---------- INFORMATION GIVEN
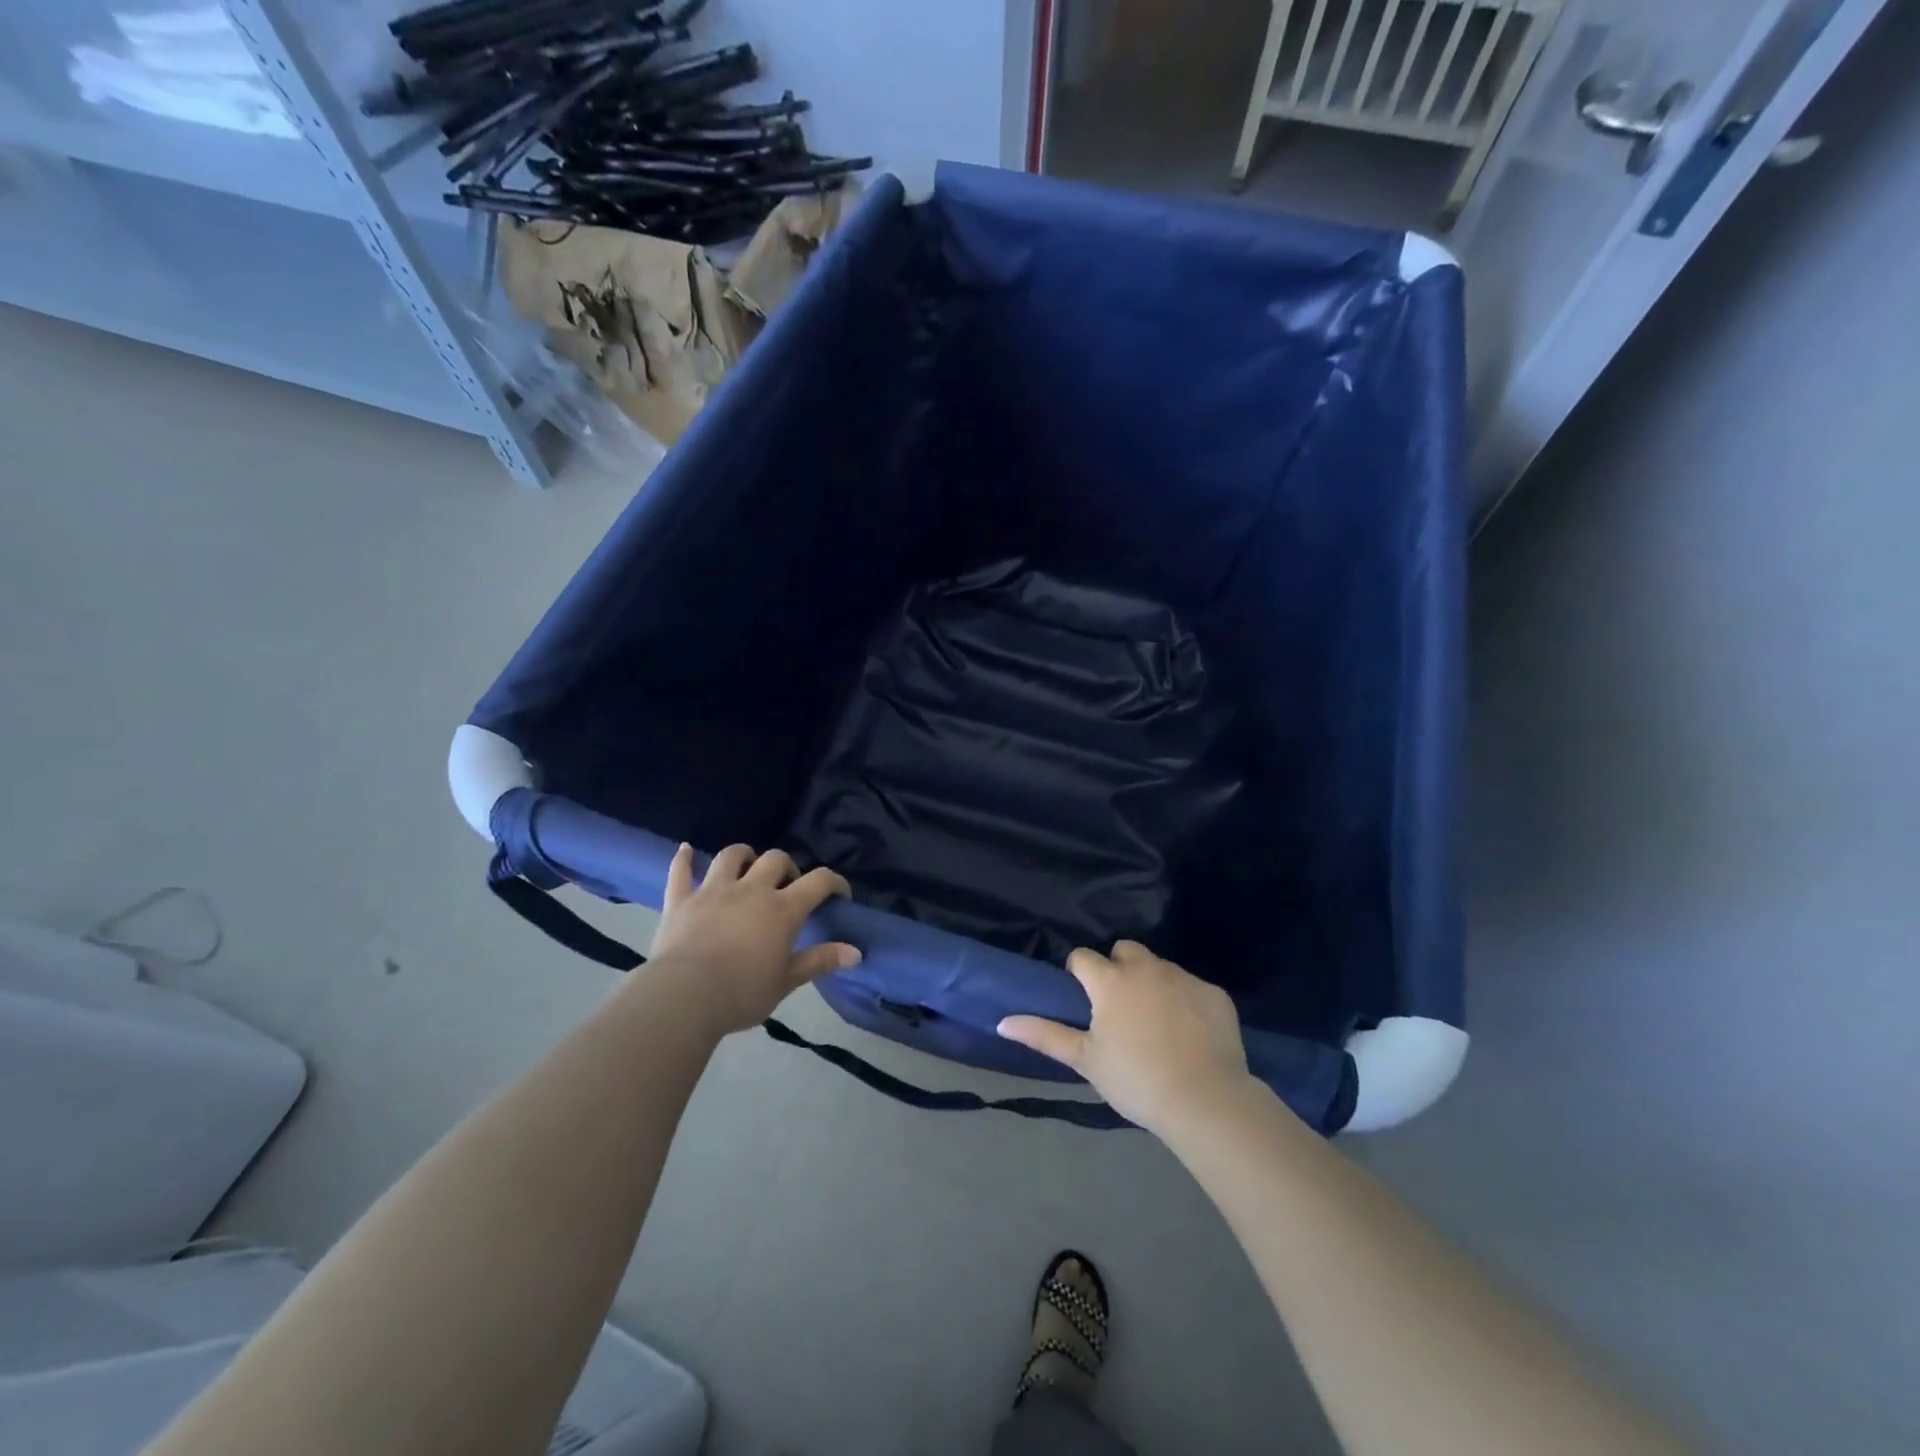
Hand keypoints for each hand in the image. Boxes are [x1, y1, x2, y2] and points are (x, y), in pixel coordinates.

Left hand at [648, 842, 859, 1035]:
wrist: (685, 997)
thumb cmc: (742, 993)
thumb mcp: (786, 981)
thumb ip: (820, 961)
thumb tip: (856, 952)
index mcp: (782, 909)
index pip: (818, 882)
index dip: (834, 882)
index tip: (840, 895)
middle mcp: (751, 890)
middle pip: (775, 859)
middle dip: (786, 867)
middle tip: (787, 887)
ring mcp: (713, 891)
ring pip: (732, 856)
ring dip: (743, 855)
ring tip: (747, 867)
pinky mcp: (681, 900)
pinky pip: (681, 871)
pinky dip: (684, 859)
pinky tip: (686, 850)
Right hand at [997, 940, 1254, 1136]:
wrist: (1205, 1101)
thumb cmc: (1135, 1080)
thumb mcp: (1085, 1060)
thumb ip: (1044, 1035)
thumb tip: (1002, 1022)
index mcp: (1110, 980)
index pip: (1082, 957)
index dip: (1079, 975)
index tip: (1085, 1001)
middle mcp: (1146, 967)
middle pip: (1124, 950)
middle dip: (1118, 969)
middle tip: (1120, 1008)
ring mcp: (1183, 977)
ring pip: (1159, 966)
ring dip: (1151, 982)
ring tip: (1156, 1022)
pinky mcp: (1214, 992)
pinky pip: (1192, 986)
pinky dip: (1185, 1001)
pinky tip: (1189, 1033)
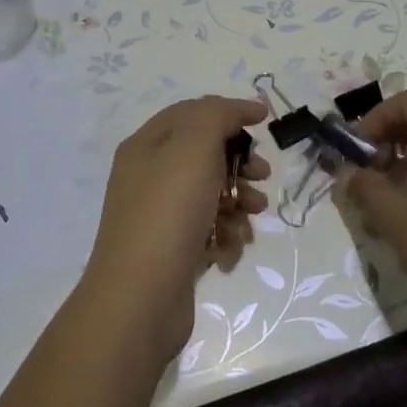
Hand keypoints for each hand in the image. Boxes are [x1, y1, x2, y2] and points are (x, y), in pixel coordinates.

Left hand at [81, 96, 271, 367]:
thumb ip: (217, 116)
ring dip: (239, 200)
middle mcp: (148, 176)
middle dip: (239, 161)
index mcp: (146, 145)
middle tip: (262, 174)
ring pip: (210, 193)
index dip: (229, 111)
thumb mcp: (194, 146)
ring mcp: (158, 215)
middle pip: (204, 154)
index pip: (192, 113)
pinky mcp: (171, 249)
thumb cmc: (169, 211)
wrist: (141, 296)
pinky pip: (207, 228)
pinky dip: (226, 232)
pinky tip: (234, 245)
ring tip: (255, 213)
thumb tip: (239, 109)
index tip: (265, 120)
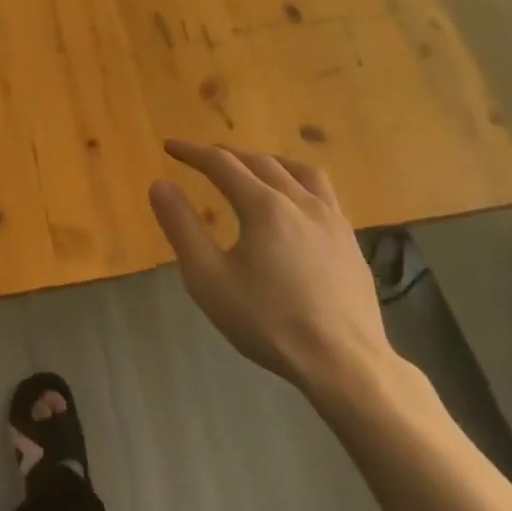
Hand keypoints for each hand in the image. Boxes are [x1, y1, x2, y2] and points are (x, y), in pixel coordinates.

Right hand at [149, 140, 396, 404]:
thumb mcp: (208, 278)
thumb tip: (159, 184)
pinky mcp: (351, 242)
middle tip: (204, 157)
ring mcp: (332, 220)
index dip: (192, 152)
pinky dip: (298, 183)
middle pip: (260, 162)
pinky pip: (323, 194)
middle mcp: (300, 201)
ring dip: (269, 162)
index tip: (170, 146)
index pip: (221, 163)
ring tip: (253, 168)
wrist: (345, 364)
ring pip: (300, 171)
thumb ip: (182, 227)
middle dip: (227, 155)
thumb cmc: (269, 321)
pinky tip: (295, 206)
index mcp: (264, 206)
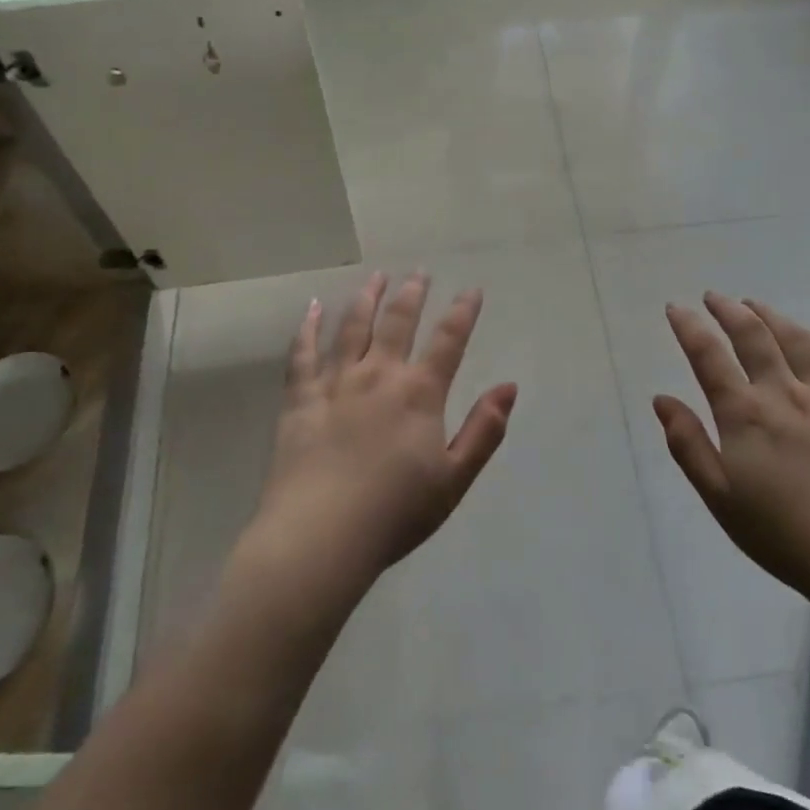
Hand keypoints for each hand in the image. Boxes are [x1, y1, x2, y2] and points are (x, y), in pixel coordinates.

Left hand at [252, 272, 518, 592]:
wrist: (321, 536)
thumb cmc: (395, 514)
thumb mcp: (454, 479)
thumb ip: (484, 430)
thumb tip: (509, 386)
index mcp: (418, 394)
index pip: (448, 341)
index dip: (463, 312)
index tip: (472, 290)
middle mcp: (378, 376)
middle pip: (398, 322)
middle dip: (411, 294)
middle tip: (418, 272)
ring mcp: (335, 383)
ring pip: (353, 327)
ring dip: (366, 298)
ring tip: (376, 277)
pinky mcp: (300, 398)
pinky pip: (303, 353)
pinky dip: (308, 326)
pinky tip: (313, 307)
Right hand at [655, 293, 809, 607]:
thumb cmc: (782, 533)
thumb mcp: (719, 496)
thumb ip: (688, 444)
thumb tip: (661, 399)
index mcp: (744, 414)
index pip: (708, 356)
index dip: (689, 327)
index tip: (675, 308)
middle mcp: (783, 394)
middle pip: (754, 336)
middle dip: (729, 311)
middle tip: (713, 297)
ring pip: (796, 340)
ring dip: (771, 316)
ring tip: (754, 304)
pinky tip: (807, 337)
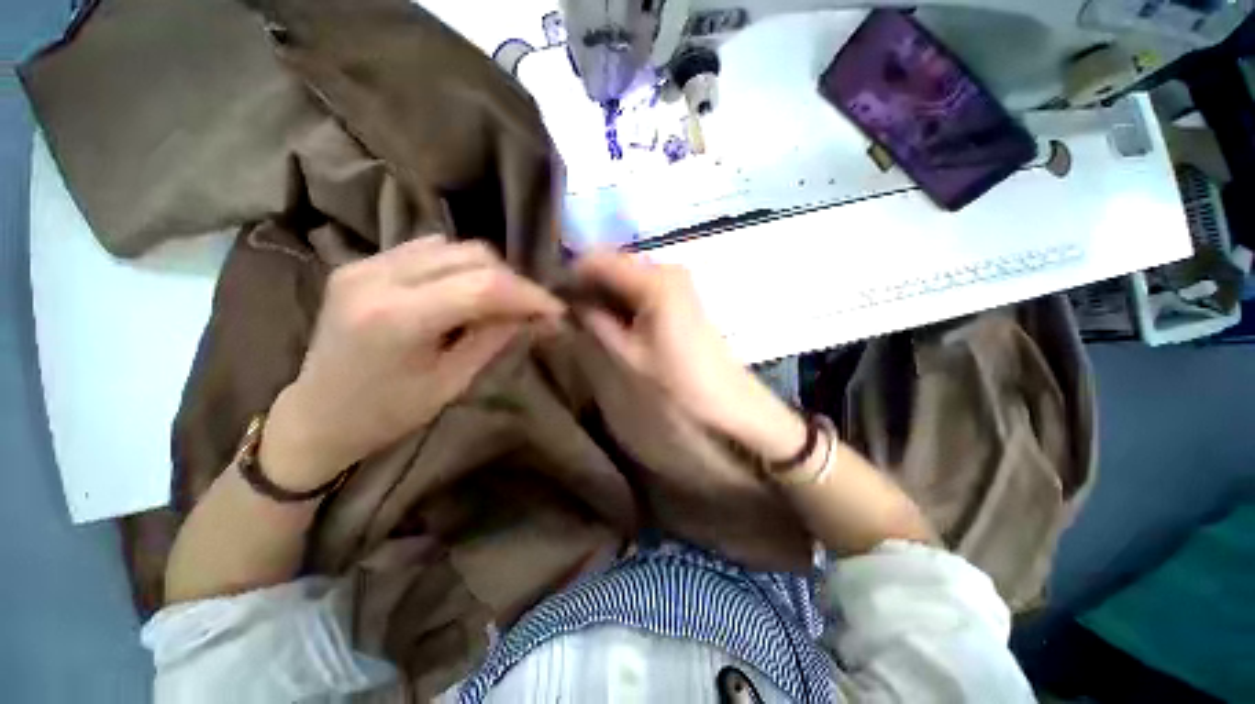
--------------------
Restate word for word the lines of the data above, starting at the line containing "ring mcp: (713, 891)" and ending at the line containing "ring tip: (1156, 1022)", both included, and nothing more.

ring mcp: (713, 891)
ring pip: (732, 856)
ring dip: (743, 855)
ring tip: (747, 867)
pinky mcp: (681, 900)
pinky pip: (681, 871)
pinky dip: (684, 859)
pinky tip: (686, 850)
Right hand at [997, 940, 1254, 1136]:
wrist: (1205, 1101)
thumb cmc: (1135, 1080)
thumb mcp: (1085, 1060)
thumb ip: (1044, 1035)
thumb tip: (1002, 1022)
index mcp: (1110, 980)
index pip: (1082, 957)
index dip: (1079, 975)
index tip: (1085, 1001)
middle mcp: (1146, 967)
middle pip: (1124, 950)
middle dip: (1118, 969)
middle tip: (1120, 1008)
ring mcp: (1183, 977)
ring pip: (1159, 966)
ring dip: (1151, 982)
ring tip: (1156, 1022)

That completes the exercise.